Create a separate memory optimized gitlab runner pool for memory hungry jobs
Closed, ResolvedPublic
Actions

Assigned To

Authored By

	• dduvall
	Aug 25 2023, 4:28 PM

Description

In T344874#9120450, @xcollazo wrote:
(Original thread on Slack at https://wikimedia.slack.com/archives/C05H0JYT85V/p1692975749455829 )

TL;DR: This change broke my CI pipeline, apparently because my CI uses >= 1GB of RAM. Can we bump that?

Longer:
I have a Gitlab project at https://gitlab.wikimedia.org/repos/data-engineering/dumps/mediawiki-content-dump, with a simple CI pipeline like so https://gitlab.wikimedia.org/repos/data-engineering/dumps/mediawiki-content-dump/-/blob/main/.gitlab-ci.yml.
My builds started to fail recently, with no changes to my CI scripts. I get this weird stack:
...
Running hooks in /etc/ca-certificates/update.d...
done.
$ source /opt/conda/etc/profile.d/conda.sh
$ conda env create -f conda-environment.yaml
Collecting package metadata (repodata.json): ...working... 
/opt/conda/etc/profile.d/conda.sh: line 35:  3677 Killed                  "$CONDA_EXE" $_CE_M $_CE_CONDA "$@"
...
So my process is being killed for some reason.
Example failure on main branch (which had previously succeeded): https://gitlab.wikimedia.org/repos/data-engineering/dumps/mediawiki-content-dump/-/jobs/135829#L446
Other example failure on separate branch where I first reproed this issue: https://gitlab.wikimedia.org/repos/data-engineering/dumps/mediawiki-content-dump/-/jobs/135826#L446

@dancy pointed out that untagged Gitlab jobs now use k8s runners, but that these runners are configured as follows:
cpu_limit = "1500m"
cpu_request = "250m"
memory_limit = "1Gi"
memory_request = "512Mi"
I can tag my job to get former behavior, but we should consider bumping the memory limit. In Data Platform Engineering, we have many CI pipelines that do the same conda env create -f conda-environment.yaml, so they are likely to fail as well.

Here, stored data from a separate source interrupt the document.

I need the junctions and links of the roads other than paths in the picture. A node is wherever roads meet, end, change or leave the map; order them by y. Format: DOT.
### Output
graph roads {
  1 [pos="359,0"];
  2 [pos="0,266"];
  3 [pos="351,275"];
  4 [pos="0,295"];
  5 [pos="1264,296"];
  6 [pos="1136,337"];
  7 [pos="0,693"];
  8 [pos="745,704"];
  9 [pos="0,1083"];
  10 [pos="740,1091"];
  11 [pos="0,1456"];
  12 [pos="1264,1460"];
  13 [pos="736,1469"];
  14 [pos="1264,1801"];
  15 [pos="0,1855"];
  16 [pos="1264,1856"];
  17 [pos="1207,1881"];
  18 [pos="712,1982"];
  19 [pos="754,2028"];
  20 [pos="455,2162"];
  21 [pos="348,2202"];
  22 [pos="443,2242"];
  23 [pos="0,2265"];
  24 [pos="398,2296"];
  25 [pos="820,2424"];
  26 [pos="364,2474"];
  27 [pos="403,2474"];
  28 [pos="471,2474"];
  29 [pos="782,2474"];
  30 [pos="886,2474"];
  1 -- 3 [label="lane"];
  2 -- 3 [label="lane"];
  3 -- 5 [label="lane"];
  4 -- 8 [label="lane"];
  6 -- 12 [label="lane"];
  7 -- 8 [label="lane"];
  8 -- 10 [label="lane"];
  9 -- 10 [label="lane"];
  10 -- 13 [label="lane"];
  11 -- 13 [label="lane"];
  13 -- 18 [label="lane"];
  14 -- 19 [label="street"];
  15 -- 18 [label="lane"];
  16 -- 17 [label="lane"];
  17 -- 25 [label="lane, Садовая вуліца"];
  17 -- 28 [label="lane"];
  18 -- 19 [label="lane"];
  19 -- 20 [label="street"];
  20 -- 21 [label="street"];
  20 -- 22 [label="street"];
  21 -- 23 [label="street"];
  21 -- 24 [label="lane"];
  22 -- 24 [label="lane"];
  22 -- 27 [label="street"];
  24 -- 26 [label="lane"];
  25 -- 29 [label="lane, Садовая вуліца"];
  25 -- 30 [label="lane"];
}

See archived Slack thread at https://wikimedia.slack.com/archives/C05H0JYT85V/p1692975749455829 for discussion but the TL;DR is that we can't simply add a separate [[runners]] section since tags is seemingly not configurable per runner (only per registration). We can, however, parametrize workload/requests/limits and perform two separate runner deployments.

Details

Title	Reference	Author	Source Branch	Dest Branch
Use memory-optimized runners on .gitlab-ci.yml	repos/data-engineering/dumps/mediawiki-content-dump!9	xcollazo	test-memory-optimized-runners	main
gitlab: Parameterize node toleration and selector	repos/releng/gitlab-cloud-runner!252	dduvall	review/parameterize-runner-workload	main
gitlab: Revert resource name changes	repos/releng/gitlab-cloud-runner!251	dduvall	review/revert-gitlab-resource-name-changes	main
gitlab-runner: Create memory optimized runners	repos/releng/gitlab-cloud-runner!250	dduvall	review/memory-optimized-runner-pool	main

Customize query in GitLab

Related Objects

Mentioned Here: T344874: Adopt gitlab-cloud-runner Digital Ocean based cluster as the default for untagged jobs

Event Timeline

• dduvall created this task.Aug 25 2023, 4:28 PM

Restricted Application added a subscriber: Aklapper. · View Herald TranscriptAug 25 2023, 4:28 PM

• dduvall claimed this task.Aug 25 2023, 4:41 PM

• dduvall triaged this task as Medium priority.

dduvall opened https://gitlab.wikimedia.org/repos/releng/gitlab-cloud-runner/-/merge_requests/250

gitlab-runner: Create memory optimized runners

LSobanski subscribed.Aug 28 2023, 11:28 AM

dduvall merged https://gitlab.wikimedia.org/repos/releng/gitlab-cloud-runner/-/merge_requests/250

gitlab-runner: Create memory optimized runners

dduvall opened https://gitlab.wikimedia.org/repos/releng/gitlab-cloud-runner/-/merge_requests/251

gitlab: Revert resource name changes

dduvall merged https://gitlab.wikimedia.org/repos/releng/gitlab-cloud-runner/-/merge_requests/251

gitlab: Revert resource name changes

@xcollazo the memory optimized runner pool has been deployed. You can schedule jobs to this pool by using the tag memory-optimized, either at the pipeline level under defaults or at the job level.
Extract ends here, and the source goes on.